Hahahahahaha...when you said you thought you sounded like JFK, and I suspect from reading some of your posts in the past, that you are old enough to remember Vaughn Meader, the guy who had a hit comedy record doing voice impressions of the Kennedys in the White House...:). It made me laugh to think of it.

I thought my voice would be better, but I think with a little more experience, it will be better. I need to pitch it correctly...to me, it is a bit too nasally.

The other three major problems I observe in my own dictation (now that I have listened to it all the way through from end to end) is that I am speaking too loud, there is no dynamic range to my voice, and I can hear physical interactions where I touch the table or keyboard.

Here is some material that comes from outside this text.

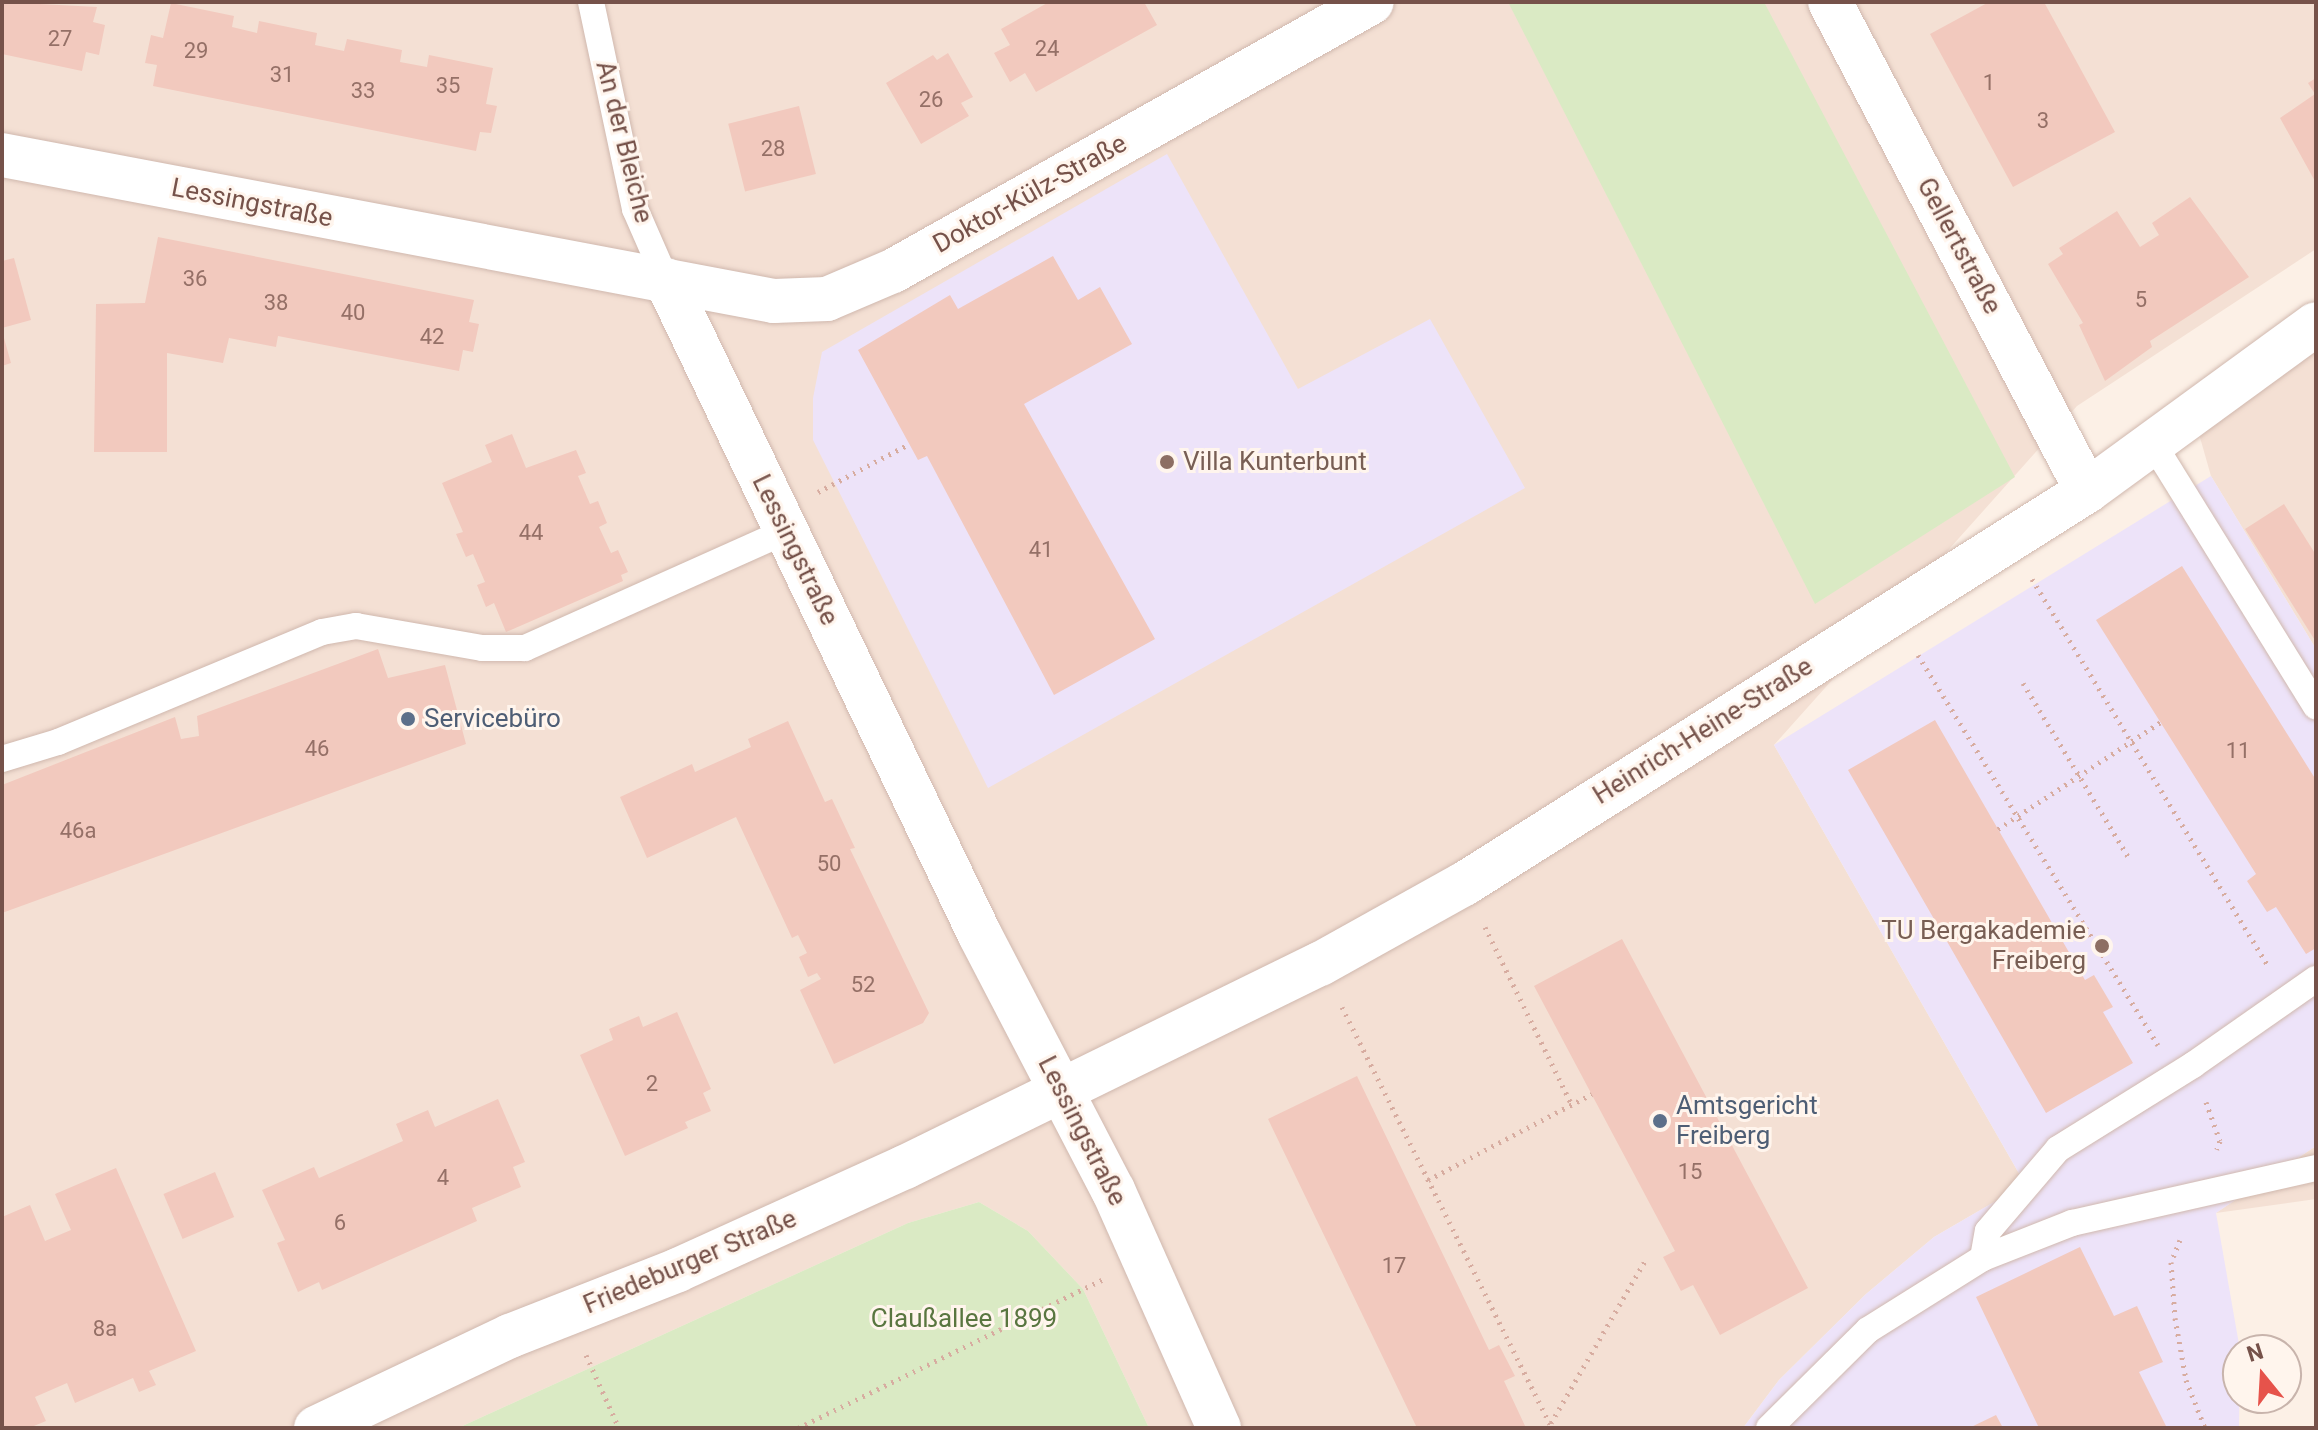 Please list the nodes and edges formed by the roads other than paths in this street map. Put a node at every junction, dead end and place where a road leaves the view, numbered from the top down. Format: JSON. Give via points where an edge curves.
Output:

In my next book (which may be about John Hancock) I plan to fix these three problems:

The first two issues, the loudness and the lack of dynamic range are, I think connected. And I think they are both due to the fact I had my microphone a between one and two feet away from my mouth. If I get the microphone up to an inch or two away from my mouth (and put a foam baffle over it) I think it will greatly improve the quality of the reading. (I think because if I get it close to my mouth, I can turn the microphone gain WAY down, which should increase the quality of the recording. (I think-I am not educated in this nor an authority on these things, but I feel pretty confident those things are involved)

Secondly, I have to get a boom stand for my microphone. This will not only get rid of the annoying booming sound when I touched the keyboard or table, but will also let me get the microphone close to my mouth.

On the positive side, I really enjoyed constructing the phrasing and enunciating the words. I can say it was a surprise to me how much I had to concentrate in order to enunciate words correctly. I would tend to slur or even lisp over parts of words if I didn’t concentrate on it.

Worst of all, and most frustrating, is that the phraseology and vocabulary is a bit archaic. Archaic enough that some things just didn’t fit my accustomed patterns of speech, and as a result, I would trip over something or stutter. But I got better at it.

I plan to do more of this kind of thing, and I want to get better. I am an avid consumer of audiobooks, I have somewhere between 500 and 1000, and began listening because around the age of 50, my already terrible eyesight became worse to the point I can barely read a book. After just a few minutes of reading, my eyes begin to water and burn, and I cannot concentrate. I have had eye exams, spent thousands of dollars on eyeglasses, used eyedrops, but...I simply don’t read as much. I used to read constantly.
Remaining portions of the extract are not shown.